I’ve been working on the top 100 prospects package, which begins a three-week rollout on January 18th, since New Year’s, so I didn’t write anything for Insider this week. My boardgame reviews continue, with a review of the Celtic-themed game Inis for Paste and a review of the boardgame and new iOS app for Colt Express here on the dish. I did hold my regular Klawchat on Thursday.

You can preorder my upcoming book, Smart Baseball, on amazon, or from other sites via the Harper-Collins page for the book. Also, please sign up for my more-or-less weekly email newsletter.

And now, the links…

  • Several former Justice Department lawyers penned an op ed claiming that Jeff Sessions is lying about his involvement in civil rights cases. They say, “Sessions knows that his real record on race and civil rights is harmful to his chances for confirmation. So he has made up a fake one.” In a rational world, that would end his nomination for Attorney General.
  • Venezuela’s ongoing political and economic meltdown may lead to a recall of president/dictator Nicolas Maduro, but he appointed a successor this week in new Vice President Tarek el Aissami, who is (or was) under investigating by U.S. authorities for drug trafficking.
  • Author Ryan Holiday wrote an insightful, somewhat angry piece on the ‘online diversity police’, folks who immediately decry the lack of diversity on any list or grouping (often inaccurately, as it turns out).
  • Lindy West wrote one of the week’s best, most important essays, on why she left Twitter after six years on the service, citing the endless abuse and the rise of neo-Naziism.
  • The Daily Beast exposed the long con of 55-year-old “millennial” comedian Dan Nainan, who tries to pass himself off as 35 and has fooled several media outlets as such.
  • Esquire has a longread on former Deadspin and Gawker EIC A.J. Daulerio, whose career was derailed by the Hulk Hogan sex tape lawsuit.
  • Grierson & Leitch each posted their top ten films of 2016, along with a 100-minute podcast where they reveal their lists to each other and discuss them.

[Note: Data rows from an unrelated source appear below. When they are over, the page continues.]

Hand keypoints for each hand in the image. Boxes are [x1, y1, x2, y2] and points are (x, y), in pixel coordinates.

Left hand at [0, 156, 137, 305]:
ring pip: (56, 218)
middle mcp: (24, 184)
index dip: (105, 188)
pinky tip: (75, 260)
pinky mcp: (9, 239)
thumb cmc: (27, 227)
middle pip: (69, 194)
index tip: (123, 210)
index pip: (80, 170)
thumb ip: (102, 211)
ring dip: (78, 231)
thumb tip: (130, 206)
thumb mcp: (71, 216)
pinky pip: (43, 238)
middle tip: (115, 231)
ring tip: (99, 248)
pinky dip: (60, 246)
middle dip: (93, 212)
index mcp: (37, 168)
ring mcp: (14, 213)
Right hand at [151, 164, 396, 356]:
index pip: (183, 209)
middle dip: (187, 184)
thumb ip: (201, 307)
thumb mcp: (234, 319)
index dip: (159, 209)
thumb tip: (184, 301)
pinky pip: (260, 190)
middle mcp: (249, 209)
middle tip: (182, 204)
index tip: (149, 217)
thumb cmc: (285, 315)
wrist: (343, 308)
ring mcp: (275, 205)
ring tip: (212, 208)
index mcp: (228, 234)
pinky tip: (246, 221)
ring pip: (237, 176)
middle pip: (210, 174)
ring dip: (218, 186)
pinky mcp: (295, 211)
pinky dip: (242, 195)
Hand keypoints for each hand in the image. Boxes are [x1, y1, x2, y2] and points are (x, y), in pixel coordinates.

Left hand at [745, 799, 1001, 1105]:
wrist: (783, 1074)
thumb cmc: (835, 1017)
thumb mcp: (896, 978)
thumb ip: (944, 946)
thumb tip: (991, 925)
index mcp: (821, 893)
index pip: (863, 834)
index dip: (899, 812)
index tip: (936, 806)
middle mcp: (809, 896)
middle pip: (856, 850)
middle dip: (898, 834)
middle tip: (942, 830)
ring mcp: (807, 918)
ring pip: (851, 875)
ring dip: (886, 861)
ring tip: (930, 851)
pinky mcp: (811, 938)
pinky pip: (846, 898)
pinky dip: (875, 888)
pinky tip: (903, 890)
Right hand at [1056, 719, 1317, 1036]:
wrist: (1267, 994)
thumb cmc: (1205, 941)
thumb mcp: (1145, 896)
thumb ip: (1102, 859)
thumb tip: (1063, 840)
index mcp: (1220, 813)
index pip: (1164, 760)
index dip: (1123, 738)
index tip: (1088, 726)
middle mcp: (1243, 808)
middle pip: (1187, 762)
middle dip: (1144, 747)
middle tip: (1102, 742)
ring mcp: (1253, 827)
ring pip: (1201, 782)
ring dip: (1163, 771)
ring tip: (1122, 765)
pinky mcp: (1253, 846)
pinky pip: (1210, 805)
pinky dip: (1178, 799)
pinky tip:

As usual, Leitch’s list comprises fairly well-known films, while Grierson’s has several films I’ve heard of and three that may not actually exist.
  • The eight-year-old transgender boy kicked out of a New Jersey Cub Scouts group after other parents complained talked to the Jersey Journal, as did his mother, about what happened, in a piece that also explores the psychiatric community’s evolving understanding of “gender dysphoria.”
  • Jill Saward’s death didn’t garner much coverage here either, but she was an important figure in the movement for sexual assault victims’ rights, as the first British rape victim to waive her right to anonymity and publicly discuss her case.
  • Will Trump’s election mark the return of civil disobedience? So far it has, but can the various movements opposed to the Republicans’ reactionary agenda keep it up for four or more years?
  • Let’s talk about the Russian hacking operation, which a US intelligence report says Putin ‘ordered’ to get Trump elected. David Remnick weighed in as well.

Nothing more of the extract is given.